▶ [Task directions] Without any of the pictures, transcribe all the lines below exactly.

▶ [Supplied entries]
---------------

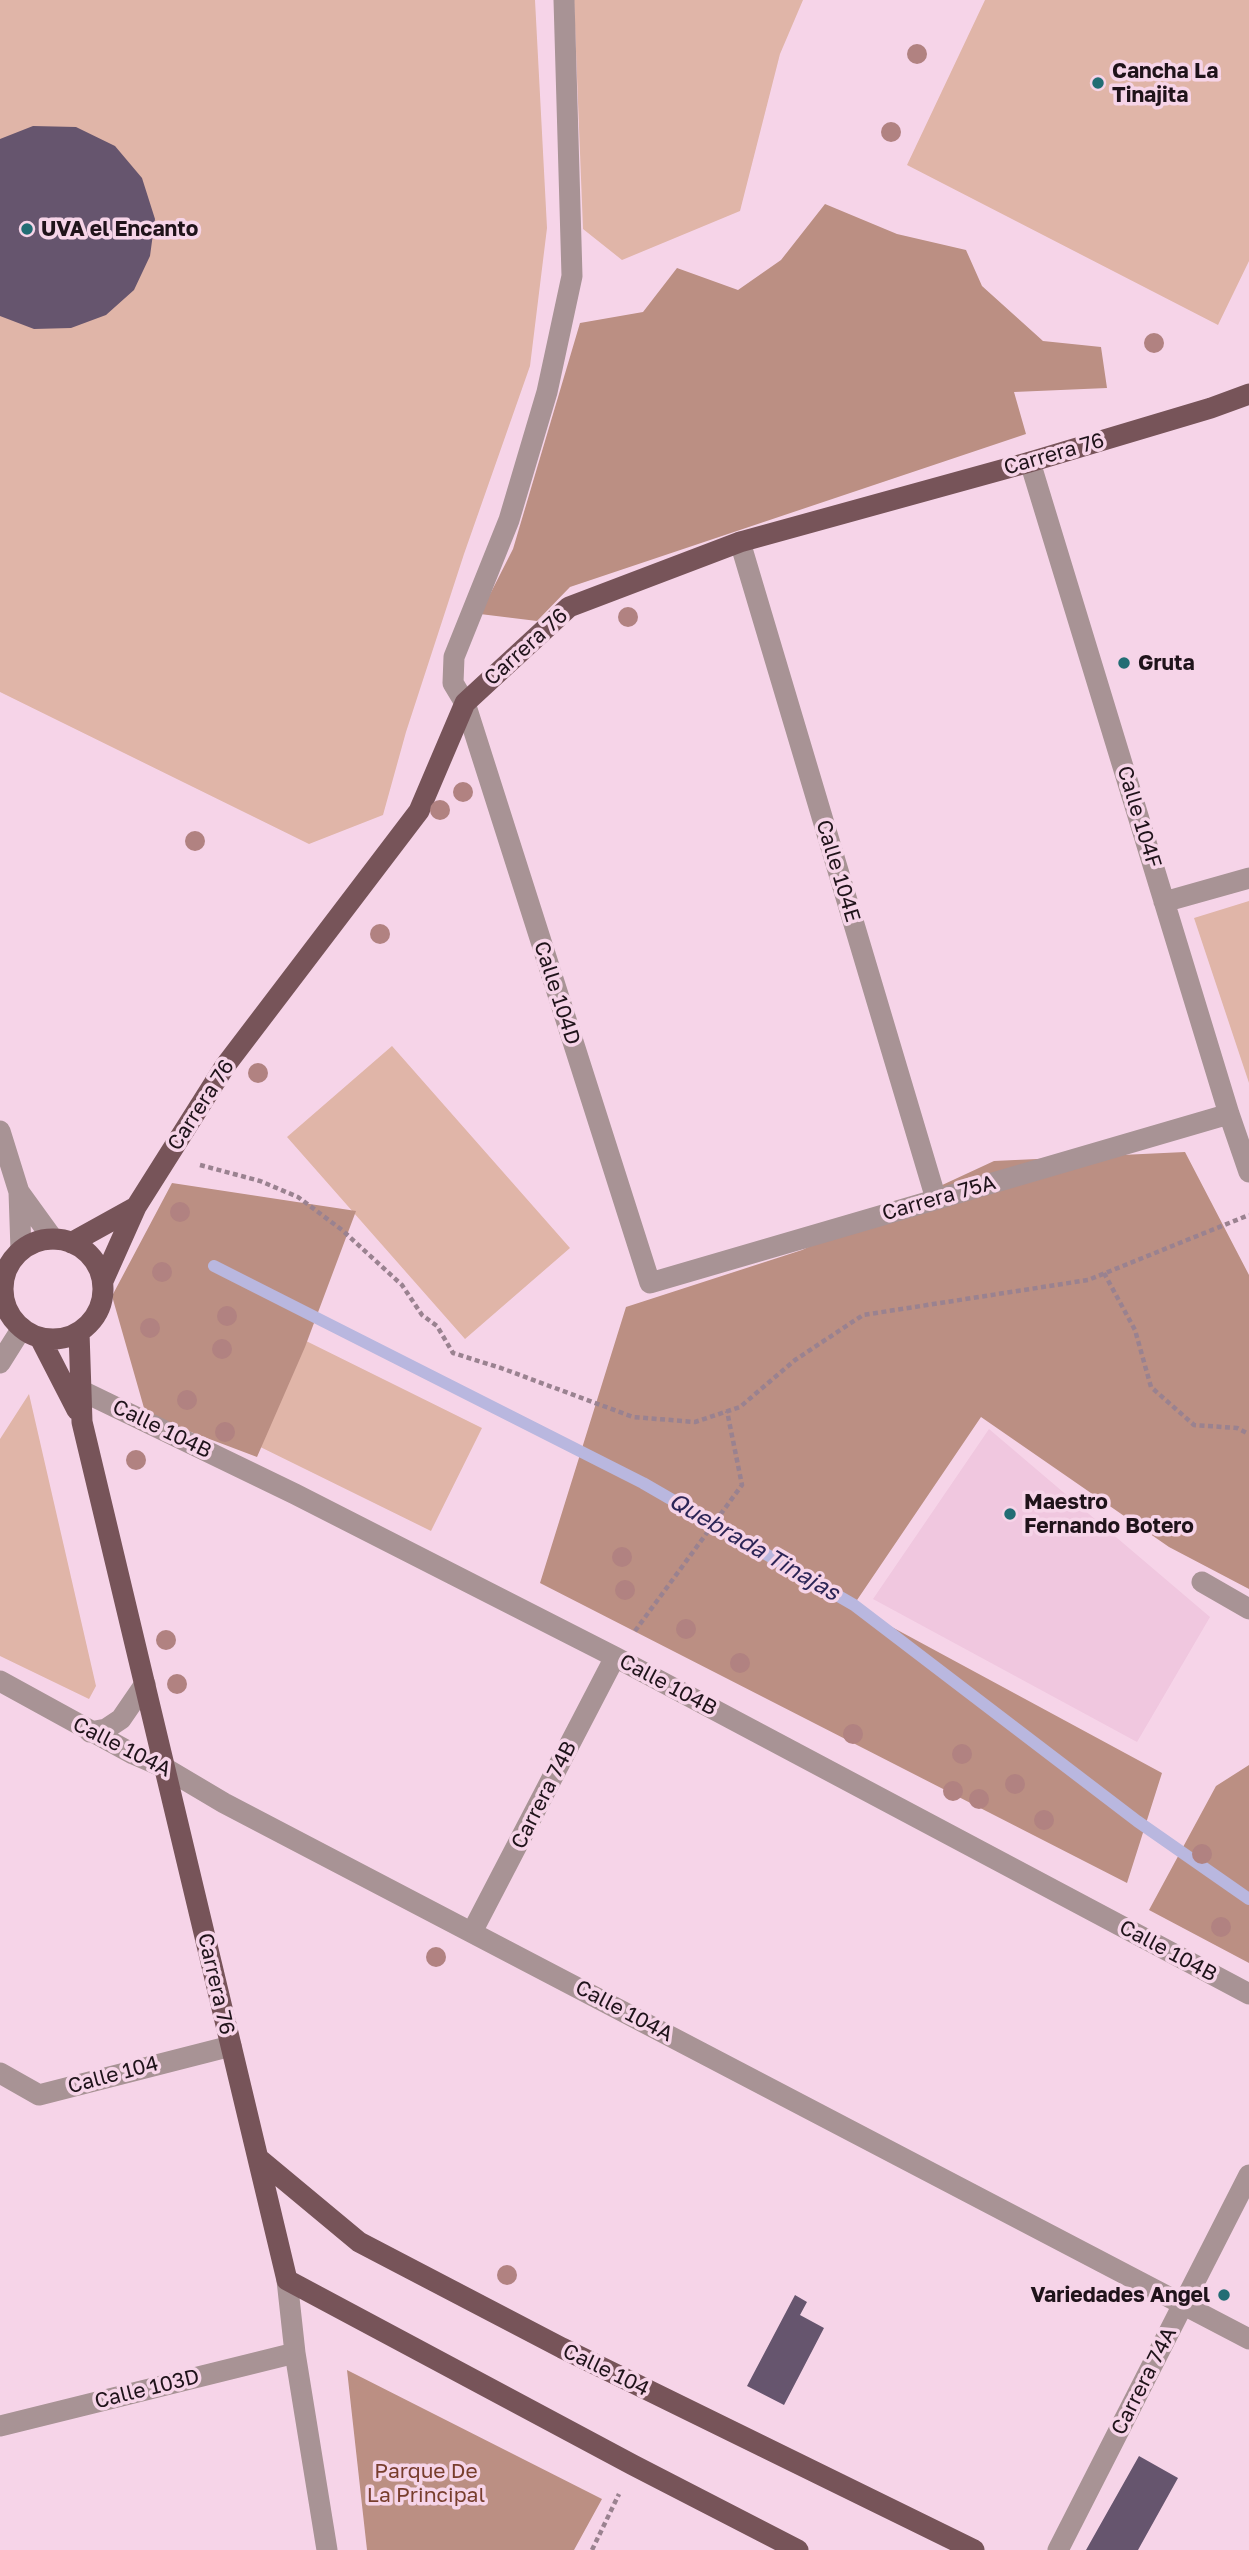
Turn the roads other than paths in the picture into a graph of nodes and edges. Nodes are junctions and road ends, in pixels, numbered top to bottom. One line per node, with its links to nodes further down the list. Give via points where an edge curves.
1 (564, 0): 5 (street, Calle 104D, via 572,276 547,393 509,520 454,657 453,683)
2 (1249, 394): 3 (main road, Carrera 76)
3 (1030, 462): 4 (main road, Carrera 76); 7 (street, Calle 104F)
4 (740, 542): 5 (main road, Carrera 76, via 569,607); 12 (street, Calle 104E)
5 (465, 703): 13 (main road, Carrera 76, via 419,811 225,1066); 18 (street, Calle 104D)
6 (1249, 878): 7 (street)
7 (1164, 902): 8 (street, Calle 104F)
8 (1229, 1114): 10 (street, Calle 104F); 12 (street, Carrera 75A)
9 (0, 1131): 11 (street)
10 (1249, 1172)
11 (19, 1192): 14 (street); 15 (street)
12 (936, 1199): 18 (street, Carrera 75A)
13 (136, 1207): 14 (main road, Carrera 76); 17 (main road, Carrera 76)
14 (62, 1241): 15 (main road, via 42,1240); 17 (main road, via 82,1248)
15 (21, 1250): 16 (main road)
16 (3, 1271): 20 (main road, via 4,1303 14,1321)
17 (103, 1281): 19 (main road, via 99,1310)
18 (650, 1283)
19 (79, 1332): 20 (main road, via 67,1338); 22 (main road, Carrera 76)
20 (31, 1333): 21 (street); 23 (main road, Carrera 76)
21 (0, 1363)
22 (80, 1390): 23 (main road, Carrera 76); 26 (street, Calle 104B)
23 (82, 1422): 28 (main road, Carrera 76)
24 (1202, 1582): 25 (street)
25 (1249, 1609)
26 (615, 1657): 31 (street, Carrera 74B); 32 (street, Calle 104B)
27 (0, 1681): 29 (street, Calle 104A)
28 (145, 1684): 29 (street, via 121,1719 106,1729); 30 (main road, Carrera 76)
29 (90, 1731): 30 (street, Calle 104A)
30 (165, 1768): 31 (street, Calle 104A); 33 (main road, Carrera 76)
31 (472, 1932): 38 (street, Calle 104A)
32 (1249, 1994)
33 (231, 2046): 34 (street, Calle 104, via 39,2095); 35 (main road, Carrera 76)
34 (0, 2073)
35 (258, 2158): 37 (main road, Carrera 76); 44 (main road, Calle 104, via 359,2242 562,2348)
36 (1249, 2175): 38 (street, Carrera 74A)
37 (287, 2280): 40 (street, Carrera 76); 43 (main road)
38 (1183, 2305): 39 (street, Calle 104A); 45 (street, Carrera 74A)
39 (1249, 2339)
40 (295, 2353): 41 (street, Calle 103D); 42 (street, Carrera 76)
41 (0, 2426)
42 (327, 2550)
43 (798, 2550)
44 (974, 2550)
45 (1058, 2550)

---------------

▶ [Task result]
Turn the roads other than paths in the picture into a graph of nodes and edges. Nodes are junctions and road ends, in pixels, numbered top to bottom. One line per node, with its links to nodes further down the list. Give via points where an edge curves.
1 (564, 0): 5 (street, Calle 104D, via 572,276 547,393 509,520 454,657 453,683)
2 (1249, 394): 3 (main road, Carrera 76)
3 (1030, 462): 4 (main road, Carrera 76); 7 (street, Calle 104F)
4 (740, 542): 5 (main road, Carrera 76, via 569,607); 12 (street, Calle 104E)
5 (465, 703): 13 (main road, Carrera 76, via 419,811 225,1066); 18 (street, Calle 104D)
6 (1249, 878): 7 (street)
7 (1164, 902): 8 (street, Calle 104F)
8 (1229, 1114): 10 (street, Calle 104F); 12 (street, Carrera 75A)
9 (0, 1131): 11 (street)
10 (1249, 1172)
11 (19, 1192): 14 (street); 15 (street)
12 (936, 1199): 18 (street, Carrera 75A)
13 (136, 1207): 14 (main road, Carrera 76); 17 (main road, Carrera 76)
14 (62, 1241): 15 (main road, via 42,1240); 17 (main road, via 82,1248)
15 (21, 1250): 16 (main road)
16 (3, 1271): 20 (main road, via 4,1303 14,1321)
17 (103, 1281): 19 (main road, via 99,1310)
18 (650, 1283)
19 (79, 1332): 20 (main road, via 67,1338); 22 (main road, Carrera 76)
20 (31, 1333): 21 (street); 23 (main road, Carrera 76)
21 (0, 1363)
22 (80, 1390): 23 (main road, Carrera 76); 26 (street, Calle 104B)
23 (82, 1422): 28 (main road, Carrera 76)
24 (1202, 1582): 25 (street)
25 (1249, 1609)
26 (615, 1657): 31 (street, Carrera 74B); 32 (street, Calle 104B)
27 (0, 1681): 29 (street, Calle 104A)
28 (145, 1684): 29 (street, via 121,1719 106,1729); 30 (main road, Carrera 76)
29 (90, 1731): 30 (street, Calle 104A)
30 (165, 1768): 31 (street, Calle 104A); 33 (main road, Carrera 76)
31 (472, 1932): 38 (street, Calle 104A)
32 (1249, 1994)
33 (231, 2046): 34 (street, Calle 104, via 39,2095); 35 (main road, Carrera 76)
34 (0, 2073)
35 (258, 2158): 37 (main road, Carrera 76); 44 (main road, Calle 104, via 359,2242 562,2348)
36 (1249, 2175): 38 (street, Carrera 74A)
37 (287, 2280): 40 (street, Carrera 76); 43 (main road)
38 (1183, 2305): 39 (street, Calle 104A); 45 (street, Carrera 74A)
39 (1249, 2339)
40 (295, 2353): 41 (street, Calle 103D); 42 (street, Carrera 76)
41 (0, 2426)
42 (327, 2550)
43 (798, 2550)
44 (974, 2550)
45 (1058, 2550)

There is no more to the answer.